Propaganda coloca saúde dos brasileiros sob risco - Na representação à Procuradoria da República no DF, os procuradores destacam que ao estar na contramão das evidências científicas produzidas no contexto da covid-19, a campanha publicitária produzida pelo governo federal afronta o princípio da prevenção e precaução aplicados ao direito à saúde, como estabelece o artigo 196 da Constituição Federal. A campanha também viola o art. 37 da Constituição, segundo o qual a publicidade dos atos, programas, obras, serviços e campanhas dos órgãos públicos deverá ter caráter educativo, informativo ou de orientação social.
“No caso, a publicidade oficial veiculada pela Secretaria de Comunicação da Presidência da República é destituída dos atributos que deveria acompanhá-la: ser educativa, informativa e de orientação social.

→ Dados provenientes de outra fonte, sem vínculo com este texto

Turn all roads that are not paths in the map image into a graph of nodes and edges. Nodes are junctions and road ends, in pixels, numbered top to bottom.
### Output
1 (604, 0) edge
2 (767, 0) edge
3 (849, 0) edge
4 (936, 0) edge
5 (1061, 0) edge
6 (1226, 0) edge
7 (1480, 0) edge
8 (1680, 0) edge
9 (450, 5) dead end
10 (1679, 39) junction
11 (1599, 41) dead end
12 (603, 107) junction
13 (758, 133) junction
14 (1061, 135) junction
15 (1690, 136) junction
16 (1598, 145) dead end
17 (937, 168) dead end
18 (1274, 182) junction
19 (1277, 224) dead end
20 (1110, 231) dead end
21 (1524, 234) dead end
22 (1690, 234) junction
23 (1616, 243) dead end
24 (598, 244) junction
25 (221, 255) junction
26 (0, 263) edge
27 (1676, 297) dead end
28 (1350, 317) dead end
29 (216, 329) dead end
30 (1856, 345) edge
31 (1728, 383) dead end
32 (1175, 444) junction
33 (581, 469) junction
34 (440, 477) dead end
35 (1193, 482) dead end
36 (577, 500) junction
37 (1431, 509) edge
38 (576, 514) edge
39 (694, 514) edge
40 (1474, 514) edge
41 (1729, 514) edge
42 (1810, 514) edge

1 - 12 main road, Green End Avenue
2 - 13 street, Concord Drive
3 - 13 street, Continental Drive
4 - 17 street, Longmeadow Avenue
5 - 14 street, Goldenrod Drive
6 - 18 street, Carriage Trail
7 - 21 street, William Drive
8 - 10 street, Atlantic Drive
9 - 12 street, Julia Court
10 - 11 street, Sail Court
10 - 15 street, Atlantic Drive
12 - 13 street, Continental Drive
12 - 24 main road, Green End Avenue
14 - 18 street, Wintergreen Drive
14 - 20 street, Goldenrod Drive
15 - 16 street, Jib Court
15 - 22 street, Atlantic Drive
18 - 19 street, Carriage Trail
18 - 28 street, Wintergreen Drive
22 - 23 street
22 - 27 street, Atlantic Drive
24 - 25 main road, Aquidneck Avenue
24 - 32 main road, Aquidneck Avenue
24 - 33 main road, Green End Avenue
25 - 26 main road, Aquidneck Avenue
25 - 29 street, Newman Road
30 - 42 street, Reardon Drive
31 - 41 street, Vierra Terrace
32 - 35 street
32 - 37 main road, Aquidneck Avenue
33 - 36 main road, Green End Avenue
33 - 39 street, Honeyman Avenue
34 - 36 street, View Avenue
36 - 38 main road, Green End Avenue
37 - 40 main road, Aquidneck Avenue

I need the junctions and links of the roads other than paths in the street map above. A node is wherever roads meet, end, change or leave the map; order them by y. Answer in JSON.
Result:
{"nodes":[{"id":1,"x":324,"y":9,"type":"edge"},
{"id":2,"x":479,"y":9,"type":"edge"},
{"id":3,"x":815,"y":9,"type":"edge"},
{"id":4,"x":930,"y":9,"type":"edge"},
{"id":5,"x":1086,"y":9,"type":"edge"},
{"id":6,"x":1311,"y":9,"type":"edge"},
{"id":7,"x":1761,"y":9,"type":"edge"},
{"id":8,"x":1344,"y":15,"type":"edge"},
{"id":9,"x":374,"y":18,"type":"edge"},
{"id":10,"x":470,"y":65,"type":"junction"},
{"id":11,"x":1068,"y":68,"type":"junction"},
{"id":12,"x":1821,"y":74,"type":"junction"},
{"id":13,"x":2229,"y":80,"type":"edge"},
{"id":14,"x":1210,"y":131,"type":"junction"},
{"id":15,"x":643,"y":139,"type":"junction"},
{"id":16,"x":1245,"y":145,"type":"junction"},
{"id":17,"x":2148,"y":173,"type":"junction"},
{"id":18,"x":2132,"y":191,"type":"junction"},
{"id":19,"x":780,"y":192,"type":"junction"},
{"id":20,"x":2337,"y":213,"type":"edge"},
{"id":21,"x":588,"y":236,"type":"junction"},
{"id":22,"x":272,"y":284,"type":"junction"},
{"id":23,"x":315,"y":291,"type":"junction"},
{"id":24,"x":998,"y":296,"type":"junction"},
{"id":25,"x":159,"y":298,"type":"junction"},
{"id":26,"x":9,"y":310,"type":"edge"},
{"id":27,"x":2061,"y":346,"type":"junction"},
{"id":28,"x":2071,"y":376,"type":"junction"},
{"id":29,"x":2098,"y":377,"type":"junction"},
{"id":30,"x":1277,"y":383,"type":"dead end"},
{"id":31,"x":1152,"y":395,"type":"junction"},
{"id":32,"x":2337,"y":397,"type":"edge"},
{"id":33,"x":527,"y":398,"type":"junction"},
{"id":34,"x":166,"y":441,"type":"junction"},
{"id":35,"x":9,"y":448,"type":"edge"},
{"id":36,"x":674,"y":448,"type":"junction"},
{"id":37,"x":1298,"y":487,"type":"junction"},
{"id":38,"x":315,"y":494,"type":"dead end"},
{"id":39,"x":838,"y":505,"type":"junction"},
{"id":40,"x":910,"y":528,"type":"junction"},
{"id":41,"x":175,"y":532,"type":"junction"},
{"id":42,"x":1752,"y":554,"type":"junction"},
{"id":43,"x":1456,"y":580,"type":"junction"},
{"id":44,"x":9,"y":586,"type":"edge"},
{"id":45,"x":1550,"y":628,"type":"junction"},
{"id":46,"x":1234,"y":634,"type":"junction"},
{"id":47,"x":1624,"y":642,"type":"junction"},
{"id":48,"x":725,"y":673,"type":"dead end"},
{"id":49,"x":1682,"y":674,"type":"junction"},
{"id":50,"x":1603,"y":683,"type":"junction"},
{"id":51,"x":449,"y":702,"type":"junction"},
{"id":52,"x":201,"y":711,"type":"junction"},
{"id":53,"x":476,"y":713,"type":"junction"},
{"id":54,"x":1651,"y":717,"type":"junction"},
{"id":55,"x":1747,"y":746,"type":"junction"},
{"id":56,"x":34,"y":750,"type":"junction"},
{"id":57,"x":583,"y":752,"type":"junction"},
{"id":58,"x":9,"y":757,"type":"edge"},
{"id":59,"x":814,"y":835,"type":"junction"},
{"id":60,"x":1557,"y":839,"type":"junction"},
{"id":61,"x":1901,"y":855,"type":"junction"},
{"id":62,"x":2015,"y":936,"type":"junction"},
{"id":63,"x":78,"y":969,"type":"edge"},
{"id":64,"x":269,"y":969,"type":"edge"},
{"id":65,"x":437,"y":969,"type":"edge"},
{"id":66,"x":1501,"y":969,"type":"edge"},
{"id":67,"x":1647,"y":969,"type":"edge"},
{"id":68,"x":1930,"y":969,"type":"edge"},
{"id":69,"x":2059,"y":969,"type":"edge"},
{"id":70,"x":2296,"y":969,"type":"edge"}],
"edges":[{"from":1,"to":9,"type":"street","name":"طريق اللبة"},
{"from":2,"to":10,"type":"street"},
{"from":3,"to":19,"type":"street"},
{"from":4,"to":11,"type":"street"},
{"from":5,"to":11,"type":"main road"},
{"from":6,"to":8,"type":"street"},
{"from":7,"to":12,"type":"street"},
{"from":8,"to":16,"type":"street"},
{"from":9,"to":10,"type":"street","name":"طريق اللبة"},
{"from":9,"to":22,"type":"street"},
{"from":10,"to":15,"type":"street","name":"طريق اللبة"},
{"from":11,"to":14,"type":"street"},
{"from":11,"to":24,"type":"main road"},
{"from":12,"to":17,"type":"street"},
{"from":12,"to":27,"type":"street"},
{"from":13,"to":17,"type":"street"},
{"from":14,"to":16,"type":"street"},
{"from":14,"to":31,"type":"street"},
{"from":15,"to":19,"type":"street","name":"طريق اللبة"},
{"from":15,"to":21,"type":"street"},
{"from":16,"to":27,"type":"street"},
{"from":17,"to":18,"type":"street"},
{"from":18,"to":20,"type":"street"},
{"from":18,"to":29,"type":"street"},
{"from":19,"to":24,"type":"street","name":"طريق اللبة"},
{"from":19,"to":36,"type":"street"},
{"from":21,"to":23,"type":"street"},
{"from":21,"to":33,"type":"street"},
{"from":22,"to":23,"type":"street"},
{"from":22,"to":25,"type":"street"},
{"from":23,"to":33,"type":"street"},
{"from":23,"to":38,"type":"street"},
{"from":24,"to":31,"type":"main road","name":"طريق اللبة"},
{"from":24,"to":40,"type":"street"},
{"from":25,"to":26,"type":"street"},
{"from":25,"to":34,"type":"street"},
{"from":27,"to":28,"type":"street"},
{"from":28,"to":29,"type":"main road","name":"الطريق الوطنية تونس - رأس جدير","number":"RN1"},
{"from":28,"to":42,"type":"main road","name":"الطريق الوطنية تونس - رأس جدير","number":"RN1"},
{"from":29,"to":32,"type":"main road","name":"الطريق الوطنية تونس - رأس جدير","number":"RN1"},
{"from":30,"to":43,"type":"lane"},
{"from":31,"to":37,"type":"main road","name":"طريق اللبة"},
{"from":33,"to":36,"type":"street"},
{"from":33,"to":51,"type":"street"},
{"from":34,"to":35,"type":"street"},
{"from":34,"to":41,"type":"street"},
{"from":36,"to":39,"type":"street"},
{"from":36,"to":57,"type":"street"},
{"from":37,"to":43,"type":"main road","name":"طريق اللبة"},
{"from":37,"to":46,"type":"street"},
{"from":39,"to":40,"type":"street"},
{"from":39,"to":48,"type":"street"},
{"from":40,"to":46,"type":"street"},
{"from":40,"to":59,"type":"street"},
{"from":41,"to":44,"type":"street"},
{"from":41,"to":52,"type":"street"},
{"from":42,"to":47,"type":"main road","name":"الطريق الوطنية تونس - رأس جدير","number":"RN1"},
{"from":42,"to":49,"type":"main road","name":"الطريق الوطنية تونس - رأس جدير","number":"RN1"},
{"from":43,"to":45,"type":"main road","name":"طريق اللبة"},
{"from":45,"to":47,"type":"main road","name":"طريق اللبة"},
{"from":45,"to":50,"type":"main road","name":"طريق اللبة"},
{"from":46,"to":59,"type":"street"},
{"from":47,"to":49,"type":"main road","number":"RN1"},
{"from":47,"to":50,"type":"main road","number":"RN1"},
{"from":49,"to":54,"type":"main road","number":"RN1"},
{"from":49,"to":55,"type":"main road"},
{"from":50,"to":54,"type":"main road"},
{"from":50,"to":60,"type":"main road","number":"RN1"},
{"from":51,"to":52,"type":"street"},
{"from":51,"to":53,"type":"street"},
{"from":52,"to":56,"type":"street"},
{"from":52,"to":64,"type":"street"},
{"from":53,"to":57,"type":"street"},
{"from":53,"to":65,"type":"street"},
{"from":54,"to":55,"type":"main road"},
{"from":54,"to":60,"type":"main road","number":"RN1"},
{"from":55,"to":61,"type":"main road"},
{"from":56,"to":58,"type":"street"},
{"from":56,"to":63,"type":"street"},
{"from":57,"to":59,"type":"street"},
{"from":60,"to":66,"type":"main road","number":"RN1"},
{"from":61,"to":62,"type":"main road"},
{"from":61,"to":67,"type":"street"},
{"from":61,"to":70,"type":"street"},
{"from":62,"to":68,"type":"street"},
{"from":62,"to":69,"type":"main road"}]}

Ao contrário, o que ela procura é adesão irrestrita ao pensamento governamental, e, pior, é enganosa, porque induz as pessoas a erro, ao pretender que acreditem em uma falsa oposição entre as medidas determinadas pela Organização Mundial da Saúde, pela comunidade médica e pelas autoridades brasileiras, de enfrentamento de uma pandemia mortal, por um lado, e a preservação da economia nacional, por outro”.
Ainda de acordo com o documento, a publicidade impugnada é também abusiva, pois induz os cidadãos brasileiros a se comportarem de maneira perigosa à sua saúde e à saúde de todas as demais pessoas, na medida em que os conclama a voltarem às suas atividades laborais e de consumo, ignorando, assim, as prescrições sanitárias de isolamento e máxima restrição à locomoção. O texto também aponta que a campanha fere o princípio da legalidade, no caso consubstanciado na Lei 13.979/2020, que se destina a autorizar e executar medidas para enfrentamento da emergência de saúde pública de importância internacional decorrente do novo coronavírus.
No que se refere à questão financeira, a representação aponta como irregulares todas as despesas públicas que foram eventualmente realizadas para promover a veiculação da referida campanha publicitária, visto que qualquer despesa pública deve ser realizada para fins legítimos, que encontrem fundamento na legislação vigente. Além disso, reforçam os procuradores, a campanha também é dissonante do esforço mundial no enfrentamento e combate à pandemia, dirigido pela OMS. “Sabe-se que êxitos nesse campo dependem de um esforço do conjunto das nações, tendo em vista que a grande circulação humana, ultrapassando as fronteiras nacionais, é um dado irrecusável dos dias atuais”, cita o texto.
Assinam o documento, a procuradora federal dos Direitos do Cidadão, Deborah Duprat; os procuradores da República Ana Padilha, Felipe Palha, Natália Lourenço e Malê Frazão; assim como a procuradora Élida Graziano, do Ministério Público de Contas do Estado de São Paulo.